A caring nurse

A friend of mine was so touched by the care of a nurse recently that he composed a letter and circulated it to share his New Year joy. Good news is almost something we have come not to expect. It is somehow unsettling. We are supposed to be only having bad news in Zimbabwe. Well, this friend had

a serious accident towards the end of the old year and he and his fellow travelers were cared for initially in a government hospital in Mutoko. They received the best care possible and what struck my friend particularly was the follow up. The nurse who cared for them phoned several of them later to find out how they were getting on.

It is common knowledge that our hospitals are struggling. The government itself described Parirenyatwa last year as being ‘in intensive care.’ Supplies are hard to come by and nurses are not paid a living wage. The morale among nurses suffers as a result. Just this week a baby died in hospital in Harare because at a critical moment after birth there was no one in attendance on the mother.
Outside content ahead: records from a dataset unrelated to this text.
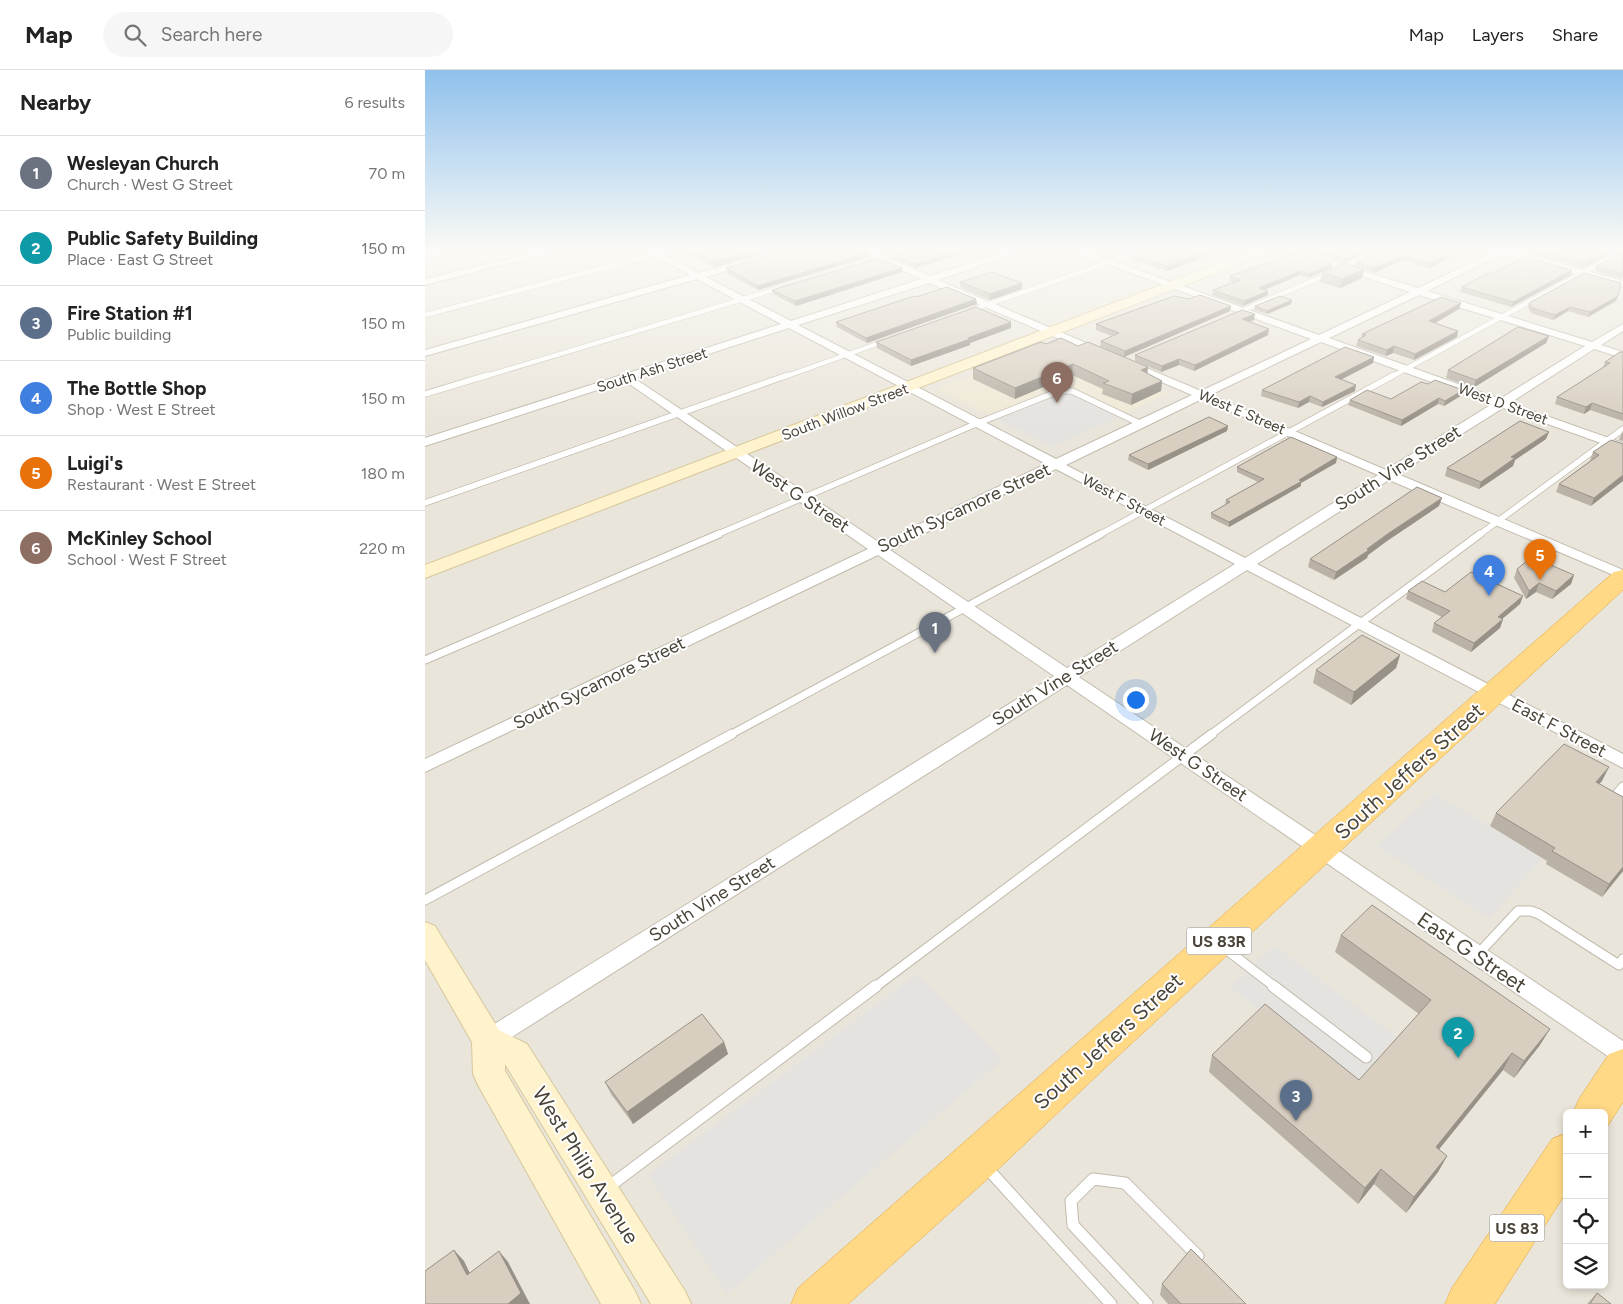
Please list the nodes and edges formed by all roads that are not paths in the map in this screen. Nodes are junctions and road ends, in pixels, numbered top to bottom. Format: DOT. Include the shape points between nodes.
graph roads {
  1 [pos="452,308"];
  2 [pos="585,308"];
  3 [pos="712,308"];
  4 [pos="757,308"];
  5 [pos="844,308"];
  6 [pos="981,308"];
  7 [pos="994,308"];
  8 [pos="1116,308"];
  9 [pos="1225,308"];
  10 [pos="1251,308"];
  11 [pos="1383,308"];
  12 [pos="1470,308"];
  13 [pos="1517,308"];
  14 [pos="1238,313"];
  15 [pos="962,314"];
  16 [pos="425,315"];
  17 [pos="1500,317"];
  18 [pos="790,325"];
  19 [pos="1623,327"];
  20 [pos="1052,332"];
  21 [pos="1320,338"];
  22 [pos="891,339"];
  23 [pos="1593,346"];
  24 [pos="425,353"];
  25 [pos="846,354"];
  26 [pos="1623,355"];
  27 [pos="1404,369"];
  28 [pos="627,378"];
  29 [pos="909,387"];
  30 [pos="425,394"];
  31 [pos="1201,395"];
  32 [pos="1501,403"];
  33 [pos="678,412"];
  34 [pos="978,423"];
  35 [pos="1141,424"];
  36 [pos="1623,429"];
  37 [pos="1288,432"];
  38 [pos="1606,441"];
  39 [pos="425,442"];
  40 [pos="1623,447"];
  41 [pos="736,454"];
  42 [pos="1056,464"];
  43 [pos="1387,474"];
  44 [pos="804,498"];
  45 [pos="425,503"];
  46 [pos="1144,510"];
  47 [pos="1497,521"];
  48 [pos="878,549"];
  49 [pos="1245,564"];
  50 [pos="425,572"];
  51 [pos="1623,576"];
  52 [pos="965,607"];
  53 [pos="1359,623"];
  54 [pos="425,660"];
  55 [pos="1066,676"];
  56 [pos="1494,694"];
  57 [pos="1183,756"];
  58 [pos="1623,762"];
  59 [pos="425,766"];
  60 [pos="1623,787"];
  61 [pos="1623,801"];
  62 [pos="1321,849"];
  63 [pos="425,900"];
  64 [pos="425,934"];
  65 [pos="1218,942"];
  66 [pos="1477,955"];
  67 [pos="1622,964"];
  68 [pos="488,1040"];
  69 [pos="1623,1054"];
  70 [pos="1366,1058"];
  71 [pos="1623,1066"];
  72 [pos="1596,1109"];
  73 [pos="1566,1154"];
  74 [pos="978,1159"];
  75 [pos="602,1192"];
  76 [pos="1205,1264"];
  77 [pos="622,1304"];
  78 [pos="671,1304"];
  79 [pos="815,1304"];
  80 [pos="1111,1304"];
  81 [pos="1147,1304"];
  82 [pos="1468,1304"];
  1 -- 16 [label="lane"];
  2 -- 24 [label="street"];
  3 -- 30 [label="lane"];
  4 -- 18 [label="street, West F Street"];
  5 -- 18 [label="street, South Ash Street"];
  6 -- 15 [label="lane"];
  7 -- 20 [label="street, West E Street"];
  8 -- 20 [label="main road, South Willow Street"];
  9 -- 14 [label="street, West D Street"];
  10 -- 14 [label="lane"];
  11 -- 21 [label="street, South Sycamore Street"];
  12 -- 17 [label="street"];
  13 -- 17 [label="lane"];
  14 -- 21 [label="street, West D Street"];
  17 -- 23 [label="street"];
  17 -- 27 [label="lane"];
  18 -- 25 [label="street, West F Street"];
  18 -- 28 [label="street, South Ash Street"];
  19 -- 23 [label="street, South Vine Street"];
  20 -- 29 [label="main road, South Willow Street"];
  20 -- 31 [label="street, West E Street" via="1127,360"];
  21 -- 27 [label="street, West D Street"];
  21 -- 31 [label="street, South Sycamore Street"];
  22 -- 25 [label="lane"];
  23 -- 26 [label="street"];
  23 -- 32 [label="street, South Vine Street"];
  25 -- 29 [label="street, West F Street"];
  25 -- 33 [label="lane"];
  27 -- 32 [label="street, West D Street"];
  27 -- 37 [label="lane"];
  28 -- 33 [label="street, West G Street"];
  28 -- 39 [label="street, South Ash Street"];
  29 -- 34 [label="street, West F Street"];
  29 -- 41 [label="main road, South Willow Street"];
  31 -- 35 [label="street, South Sycamore Street"];
  31 -- 37 [label="street, West E Street"];
  32 -- 38 [label="street, West D Street"];
  32 -- 43 [label="street, South Vine Street"];
  33 -- 41 [label="street, West G Street"];
  33 -- 45 [label="lane"];
  34 -- 35 [label="lane" via="1065,390"];
  34 -- 42 [label="street, West F Street"];
  34 -- 44 [label="lane"];
  35 -- 42 [label="street, South Sycamore Street"];
  36 -- 38 [label="lane"];
  37 -- 43 [label="street, West E Street"];
  37 -- 46 [label="lane"];
  38 -- 40 [label="street, West D Street"];
  38 -- 47 [label="lane"];
  41 -- 44 [label="street, West G Street"];
  41 -- 50 [label="main road, South Willow Street"];
  42 -- 46 [label="street, West F Street"];
  42 -- 48 [label="street, South Sycamore Street"];
  43 -- 47 [label="street, West E Street"];
  43 -- 49 [label="street, South Vine Street"];
  44 -- 48 [label="street, West G Street"];
  44 -- 54 [label="lane"];
  46 -- 49 [label="street, West F Street"];
  46 -- 52 [label="lane"];
  47 -- 51 [label="street, West E Street"];
  47 -- 53 [label="lane"];
  48 -- 52 [label="street, West G Street"];
  48 -- 59 [label="street, South Sycamore Street"];
  49 -- 53 [label="street, West F Street"];
  49 -- 55 [label="street, South Vine Street"];
  51 -- 56 [label="highway, South Jeffers Street / US 83R"];
  52 -- 55 [label="street, West G Street"];
  52 -- 63 [label="lane"];
  53 -- 56 [label="street, West F Street"];
  53 -- 57 [label="lane"];
  55 -- 57 [label="street, West G Street"];
  55 -- 68 [label="street, South Vine Street"];
  56 -- 58 [label="street, East F Street"];
  56 -- 62 [label="highway, South Jeffers Street / US 83R"];
  57 -- 62 [label="street, West G Street"];
  57 -- 75 [label="lane"];
  60 -- 61 [label="lane" via="1618,794"];
  62 -- 65 [label="highway, South Jeffers Street / US 83R"];
  62 -- 66 [label="street, East G Street"];
  64 -- 68 [label="main road, West Philip Avenue"];
  65 -- 70 [label="lane"];
  65 -- 74 [label="highway, South Jeffers Street / US 83R"];
  66 -- 67 [label="lane" via="1514,914 1524,910 1539,914"];
  66 -- 69 [label="street, East G Street"];
  68 -- 75 [label="main road, West Philip Avenue" via="516,1054"];
  68 -- 77 [label="main road, West Philip Avenue" via="489,1074"];
  71 -- 72 [label="highway"];
  73 -- 82 [label="highway, US 83"];
  74 -- 79 [label="highway, South Jeffers Street / US 83R"];
  74 -- 80 [label="lane"];
  75 -- 78 [label="main road, West Philip Avenue"];
  76 -- 81 [label="lane" via="1125,1183 1093,1179 1071,1201 1073,1225"];
}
Yet this particular nurse rose above all the limitations of her job and situation to reach out to someone who was hurt and badly shaken by his experience. She decided a long time ago not to give in to the general discouragement in the profession but to make her own way and set her own ideals. In her family life she felt herself blessed by God and in return decided, in my friend’s words, ‘to do her job to the very best of her abilities.’ What a simple everyday expression and yet what a powerful one! She cared for the bodies of the wounded people but much more she touched their hearts. The poet Yeats has a line about someone who

Wild with divinity
Had so lit up the whole –

There is no more powerful incentive than the witness of action, which goes against – or rises above – the normal. It releases something within us. We catch fire. We can call this quality ‘leadership.’